|New Tax on Carried Interest for Real Estate Investments|
A proposal to raise new revenue that is being floated by Congress is to levy an additional tax on carried interest (the share of capital gains earned, in this case, on long-term real estate investments). The carried interest tax was originally targeted at hedge fund managers, but by including real estate investment partnerships as part of the taxable entities, the Wall Street Journal called this part of the provision the "Family Business Revenue Act.” By increasing the tax from its current 15% rate to a potential top rate of 38.5% (part income tax and part capital gains tax), and by focusing on partnerships (a popular business structure used by families), the decrease in after-tax returns for all investors will ultimately reduce available capital.
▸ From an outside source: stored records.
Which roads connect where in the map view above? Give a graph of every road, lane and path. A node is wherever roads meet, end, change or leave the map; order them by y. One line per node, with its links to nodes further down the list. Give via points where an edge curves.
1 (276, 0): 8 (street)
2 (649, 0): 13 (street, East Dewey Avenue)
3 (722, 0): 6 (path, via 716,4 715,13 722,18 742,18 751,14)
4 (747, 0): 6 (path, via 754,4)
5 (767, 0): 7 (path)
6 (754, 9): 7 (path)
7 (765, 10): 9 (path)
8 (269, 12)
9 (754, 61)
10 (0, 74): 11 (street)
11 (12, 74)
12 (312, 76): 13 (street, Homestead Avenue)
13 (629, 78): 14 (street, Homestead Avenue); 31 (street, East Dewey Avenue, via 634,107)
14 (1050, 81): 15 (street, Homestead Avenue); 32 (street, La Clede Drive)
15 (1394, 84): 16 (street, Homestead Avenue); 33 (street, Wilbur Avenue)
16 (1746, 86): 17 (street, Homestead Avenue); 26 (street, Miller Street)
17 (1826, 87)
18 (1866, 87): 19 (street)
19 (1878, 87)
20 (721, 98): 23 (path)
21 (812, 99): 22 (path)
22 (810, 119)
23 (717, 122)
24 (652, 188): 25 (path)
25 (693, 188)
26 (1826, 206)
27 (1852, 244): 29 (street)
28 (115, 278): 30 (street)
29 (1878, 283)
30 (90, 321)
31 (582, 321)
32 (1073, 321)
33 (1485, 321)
This happens at a time when Congress should be incentivizing long-term investment not deterring it.
Real estate investments make up the largest category (48%) of partnerships, representing $4.4 trillion by 6.8 million investors. FEUSA could further research this category, and highlight the consequences to family real estate partnerships. Tax rates obviously matter. And what matters about them is what activities get taxed, not who gets taxed. When you increase the tax rate on an activity, such as real estate investment, you get less of the activity; the question is how much less of it you will get. FEUSA could attempt to answer this question. It will then be important, to highlight this threat in terms of the long-term thinking of family business owners and their willingness to invest in real estate given the current market (without this tax and with this tax). The message of being owners rather than renters (commitment to the community) also plays into the debate here.